Supreme Facility Management Ltd.

You can view full text of the latest Auditor's Report for the company.
Market Cap. (₹) 60.83 Cr. P/BV 0.65 Book Value (₹) 37.47
52 Week High/Low (₹) 44/24 FV/ML 10/1600 P/E(X) 7.65
Bookclosure EPS (₹) 3.20 Div Yield (%) 0.00
Year End :2025-03 

We have audited the accompanying financial statements
of
Supreme Facility Management Limited ("the
Company"), which comprise the balance sheet as of 31st
March 2025, the statement of Profit and Loss and statement
of cash flows for the year ended, and notes to the financial
statements, including a summary of significant accounting
policies and other explanatory information.

In our opinion and to the best of our information and
according to the explanations given to us, the aforesaid
financial statements give the information required by the
Companies Act, 2013 in the manner so required and give a
true and fair view in conformity with the accounting
principles generally accepted in India, of the state of affairs
of the Company as at March 31, 2025, and its profit and its
cash flows for the year ended on that date.

Basis for Opinion

We conducted our audit in accordance with the Standards
on Auditing (SAs) specified under section 143(10) of the
Companies Act, 2013. Our responsibilities under those
Standards are further described in the Auditor's
Responsibilities for the Audit of the Financial Statements
section of our report. We are independent of the Company
in accordance with the Code of Ethics issued by the Institute
of Chartered Accountants of India together with the ethical
requirements that are relevant to our audit of the financial
statements under the provisions of the Companies Act, 2013
and the Rules thereunder, and we have fulfilled our other
ethical responsibilities in accordance with these
requirements and the Code of Ethics. We believe that the
audit evidence we have obtained is sufficient and
appropriate to provide a basis for our opinion on the
financial statements.

Other Information

The Company's Management and Board of Directors are
responsible for the other information. The other information
comprises the information included in the Annual report,
but does not include the financial statements and auditor's

report thereon. The Annual report is expected to be made
available to us after the date of this auditor's report. Our
opinion on the standalone financial statements does not
cover the other information and we will not express any
form of assurance conclusion thereon. In connection with
our audit of the standalone financial statements, our
responsibility is to read the other information identified
above when it becomes available and, in doing so, consider
whether the other information is materially inconsistent with
the standalone financial statements or our knowledge
obtained in the audit, or otherwise appears to be materially
misstated. When we read the Annual report, if we conclude
that there is a material misstatement therein, we are
required to communicate the matter to those charged with
governance and take necessary actions, as applicable under
the relevant laws and regulations.

Management's Responsibility for the Financial
Statements

The Company's Board of Directors is responsible for the
matters stated in Section 134(5) of the Companies Act, 2013
("the Act") with respect to the preparation of these financial
statements that give a true and fair view of the financial
position, financial performance and cash flows of the
Company in accordance with the accounting principles
generally accepted in India, including the Accounting
Standards specified under Section 133 of the Act, read with
Rule 7 of the Companies (Accounts) Rules, 2014.

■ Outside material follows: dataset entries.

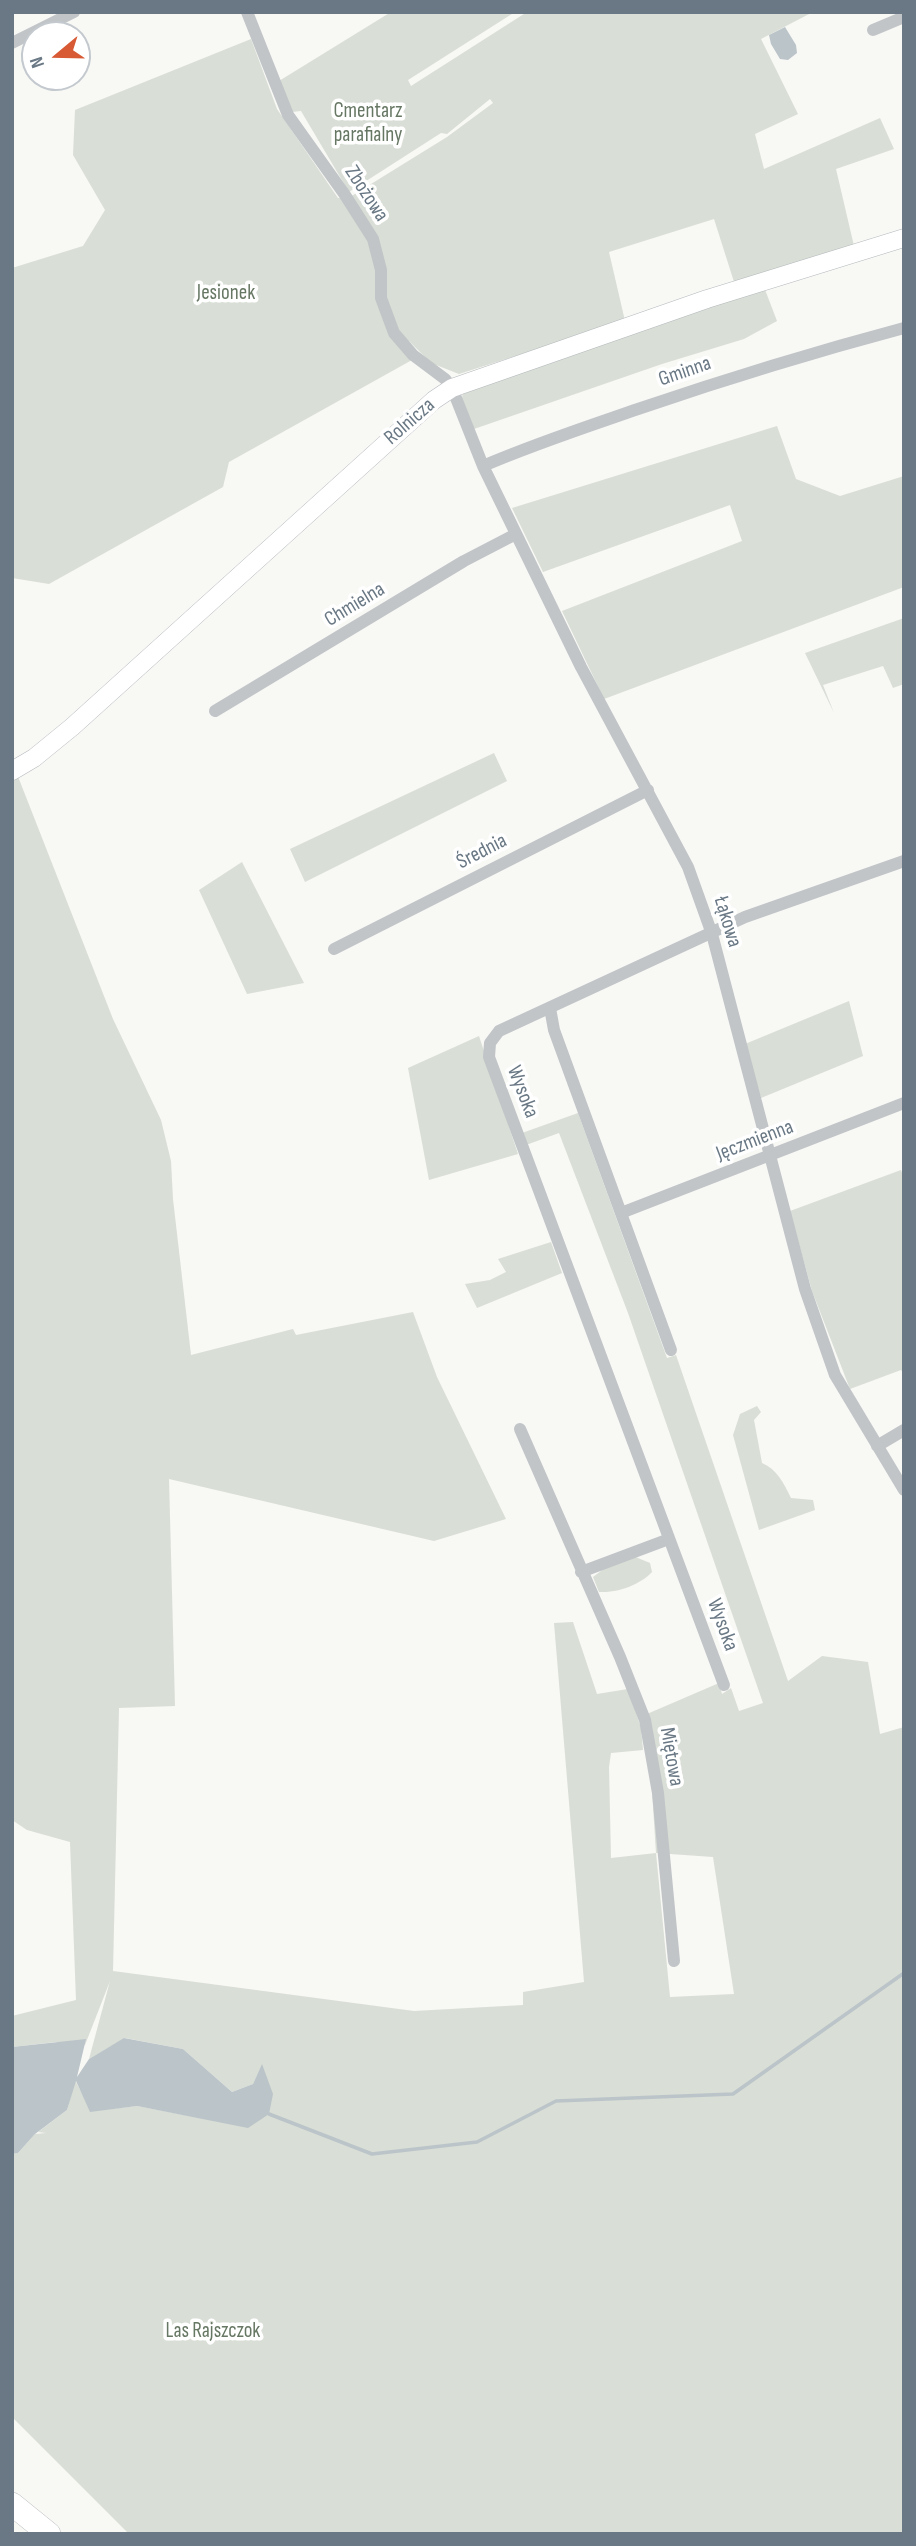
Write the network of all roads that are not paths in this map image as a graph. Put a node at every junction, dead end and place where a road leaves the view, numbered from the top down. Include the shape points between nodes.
1 (74, 12) edge
2 (247, 12) edge
3 (904, 17) edge
4 (873, 30) dead end
5 (12, 43) edge
6 (904, 238) edge
7 (904, 328) edge
8 (452, 388) junction
9 (483, 466) junction
10 (516, 534) junction
11 (215, 711) dead end
12 (12, 771) edge
13 (648, 790) junction
14 (904, 862) edge
15 (712, 934) junction
16 (334, 949) dead end
17 (550, 1008) junction
18 (904, 1103) edge
19 (769, 1156) junction
20 (621, 1213) junction
21 (671, 1350) dead end
22 (520, 1429) dead end
23 (904, 1430) edge
24 (877, 1446) junction
25 (904, 1490) edge
26 (669, 1539) junction
27 (581, 1572) junction
28 (724, 1685) dead end
29 (674, 1961) dead end
30 (12, 2504) edge
31 (49, 2534) edge

1 - 5 street
2 - 8 street, Zbożowa via 288,115 373,239 382,298 394,332
3 - 4 street
6 - 8 street, Rolnicza
7 - 9 street, Gminna via 727,378 528,446
8 - 9 street, Łąkowa
8 - 12 street, Rolnicza via 72,727
9 - 10 street, Łąkowa
10 - 11 street, Chmielna
10 - 13 street, Łąkowa
13 - 15 street, Łąkowa via 688,867
13 - 16 street, Średnia
14 - 15 street, Wysoka via 745,917
15 - 17 street, Wysoka
15 - 19 street, Łąkowa
17 - 20 street
17 - 26 street, Wysoka via 499,1031 490,1042 489,1057
18 - 19 street, Jęczmienna
19 - 20 street, Jęczmienna
19 - 24 street, Łąkowa via 819,1334 835,1375
20 - 21 street
22 - 27 street, Miętowa
23 - 24 street
24 - 25 street, Łąkowa
26 - 27 street
26 - 28 street, Wysoka
27 - 29 street, Miętowa via 645,1720 658,1793
30 - 31 highway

This responsibility also includes maintenance of adequate
accounting records in accordance with the provisions of
the Act for safeguarding of the assets of the Company and
for preventing and detecting frauds and other irregularities;
selection and application of appropriate accounting policies;
making judgments and estimates that are reasonable and
prudent; and design, implementation and maintenance of
adequate internal financial controls, that were operating
effectively for ensuring the accuracy and completeness of
the accounting records, relevant to the preparation and
presentation of the financial statements that give a true
and fair view and are free from material misstatement,
whether due to fraud or error.

In preparing the financial statements, the Board of Directors
is responsible for assessing the Company's ability to
continue as a going concern, disclosing, as applicable,
matters related to going concern and using the going
concern basis of accounting unless the Board of Directors

either intends to liquidate the Company or to cease
operations, or has no realistic alternative but to do so.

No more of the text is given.